3.3.5 On Warning Processing
On receiving the warning, the persons designated in Article 3.3.3 of the present Charter shall be responsible for verifying the allegations.
After examining the warning, the persons designated in Article 3.3.3 of the present Charter shall proceed with suitable investigations and shall decide on any follow-up actions in relation to the observed possible breaches such as disciplinary measures or referral to administrative or legal authorities.
The whistleblower shall be immediately informed of receipt of his/her warning and of the time required to examine its admissibility by any means designed to ensure confidentiality of discussions.

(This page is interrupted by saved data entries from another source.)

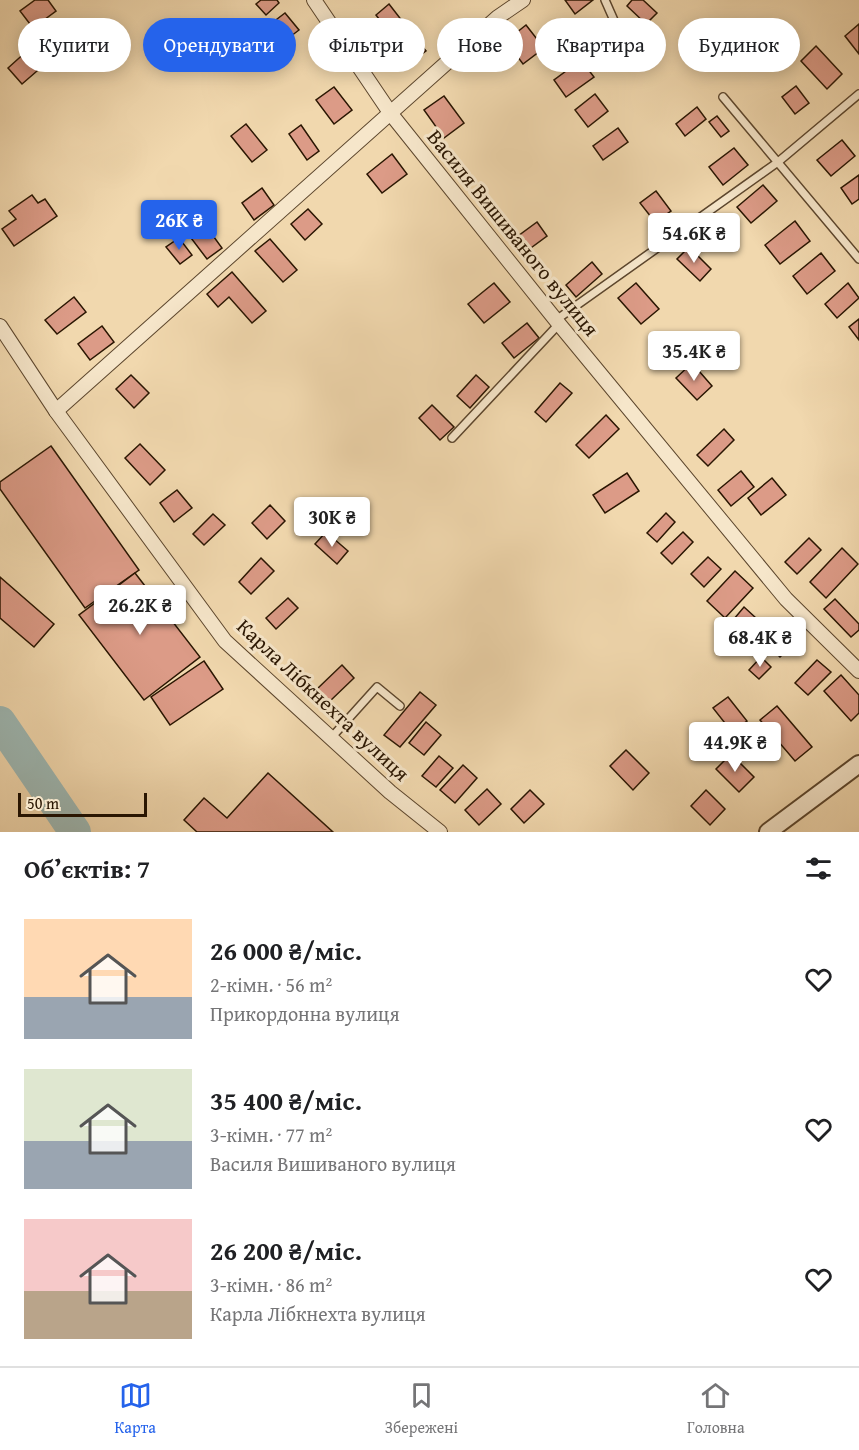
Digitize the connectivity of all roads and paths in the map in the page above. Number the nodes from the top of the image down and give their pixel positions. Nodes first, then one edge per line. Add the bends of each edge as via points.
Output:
1 (314, 0) edge
2 (523, 0) edge
3 (604, 0) edge
4 (612, 18) edge
5 (859, 94) edge
6 (723, 97) dead end
7 (391, 114) junction
8 (778, 162) junction
9 (859, 259) edge
10 (557, 322) junction
11 (0, 326) edge
12 (56, 411) junction
13 (452, 438) dead end
14 (859, 671) edge
15 (400, 706) dead end
16 (331, 738) junction
17 (859, 764) edge
18 (441, 832) edge
19 (768, 832) edge

1 - 7 street, Василя Вишиваного вулиця
2 - 7 street via 498,17
3 - 4 lane
5 - 8 lane
6 - 8 lane
7 - 10 street, Василя Вишиваного вулиця
7 - 12 street
8 - 9 lane
8 - 10 lane
10 - 13 lane
10 - 14 street, Василя Вишиваного вулиця via 786,598
11 - 12 street, Карла Лібкнехта вулиця
12 - 16 street, Карла Лібкнехта вулиця via 225,641
15 - 16 lane via 377,687
16 - 18 street, Карла Лібкнехта вулиця
17 - 19 street

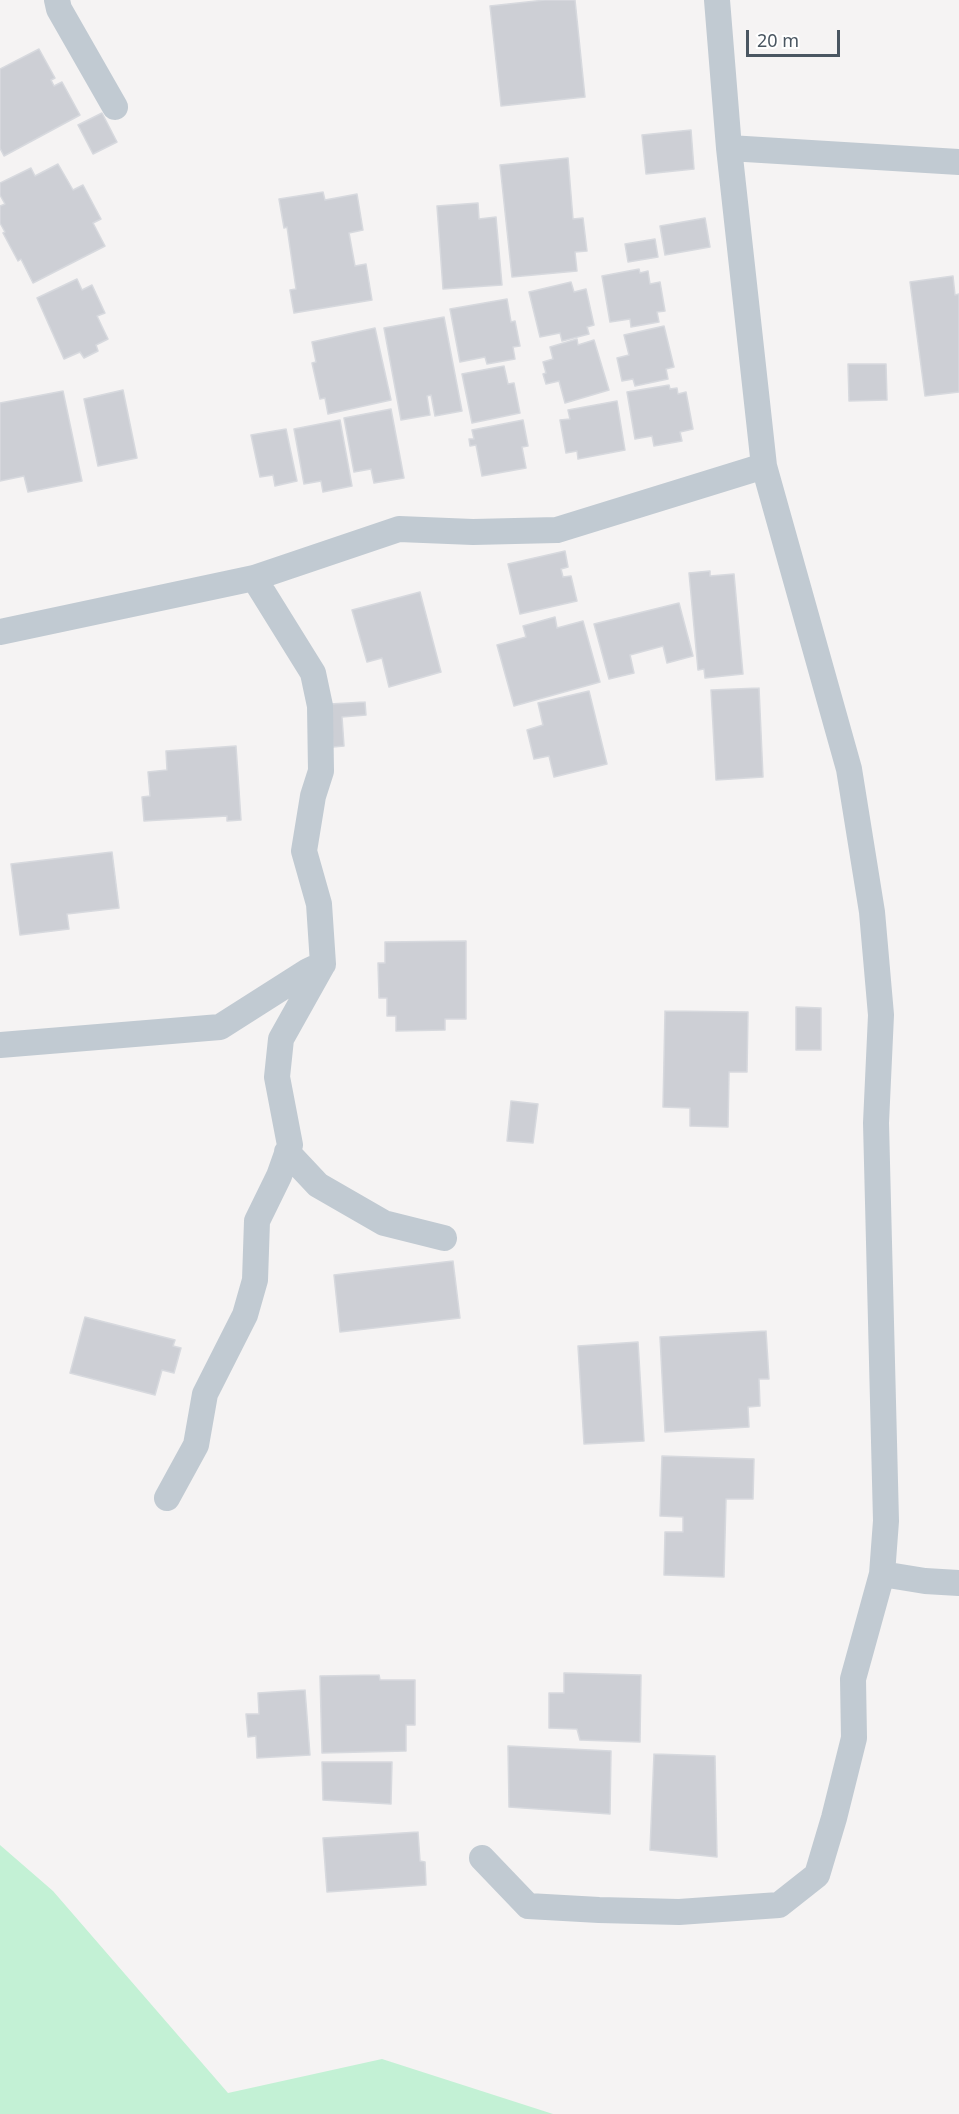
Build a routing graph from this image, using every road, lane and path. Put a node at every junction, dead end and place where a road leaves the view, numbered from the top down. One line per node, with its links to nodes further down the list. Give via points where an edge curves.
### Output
1 (57, 0): 3 (street)
2 (717, 0): 4 (street)
3 (115, 107)
4 (729, 148): 5 (street); 6 (street)
5 (959, 162)
6 (764, 466): 7 (street, via 557,530 399,529); 14 (street, via 849,769 872,912 881,1015 876,1123 886,1521)
7 (254, 578): 8 (street); 9 (street, via 313,673 320,706 321,771 304,851 320,904)
8 (0, 632)
9 (323, 964): 10 (street, via 220,1027); 11 (street, via 281,1039 277,1077 290,1145)
10 (0, 1045)
11 (287, 1152): 12 (street, via 318,1185 384,1223); 13 (street, via 256,1221 255,1280 245,1315 205,1394 196,1445)
12 (444, 1238)
13 (167, 1498)
14 (882, 1574): 15 (street); 16 (street, via 853,1679 854,1738 817,1875 779,1905 679,1912 528,1906)
15 (959, 1583)
16 (482, 1858)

He/She shall also be informed of the follow-up actions in relation to his/her warning during a meeting with one of the persons designated in Article 3.3.3 of the present Charter.
When the admissibility and verification operations have been closed out, the whistleblower and the person(s) implicated in the warning shall be informed by any means designed to ensure confidentiality of discussions.
Any data communicated within the framework of implementing the whistleblowing system but not involving areas falling within the scope of the whistleblowing system shall be destroyed after anonymization by the person designated in Article 3.3.3 of the present Charter, unless the vital interest of the company is concerned.
In the latter case, the abovementioned person shall warn the company management and/or the authorities concerned.
3.3.6 Right of Access, Rectification and Deletion of Information of a Personal Nature
A person targeted by a warning shall be informed as soon as data concerning him or her has been recorded.
He/She shall also be informed that he/she may withdraw his/her consent at any time.
He/She may access and request rectification or deletion of data concerning him/her, if they are inaccurate, incomplete, ambiguous or outdated or when his/her consent is withdrawn.
When provisional measures are required, in particular to prevent destruction of evidence related to the warning, the person targeted by the warning shall be informed after adopting such measures.
Right of access, rectification and deletion shall be exercised by electronic mail to the company Data Protector Officer (Hervé GARCIA).
Under no circumstances shall the person targeted by whistleblowing obtain information on the identity of the whistleblower from the warning processing manager.
3.3.7 Time Limit for Storing Personal Data
All data that has been verified shall be destroyed after anonymization by the relevant referral person after a period of two months following closing out of verification operations, unless a disciplinary procedure or legal proceedings have been initiated against the person targeted by the warning or the author of an abusive warning.
In the latter case, the data shall be kept until the end of the procedure.
4 Rules governing Publication, Coming into Force, Charter Amendments
A copy of the present Charter shall be given to each new company recruit.
In any event, the Charter shall be displayed on the premises of the SERGE FERRARI company and all Group companies, as well as on the Group Intranet site.
Two copies of the present Charter shall be forwarded to the Labor Inspectorate.
4.2 Coming into force
The present Charter came into force on the 22/1/2018, one month after fulfilling the publication and filing formalities.
The provisions of the present Charter cancel and replace the provisions of the Business Ethics Charter, Appendix 3 of the Serge Ferrari UES internal regulations, whose date of application was the 1st May 2016, from when the present Charter came into force.
Amendments and additions to the present Charter shall be subject to the same filing, communication and publication procedures except for updating of Appendix 1, which includes the table of correspondence for its related documents.
Any clause that becomes contrary to legal, regulatory or conventional provisions because of changes to the latter shall be automatically null and void.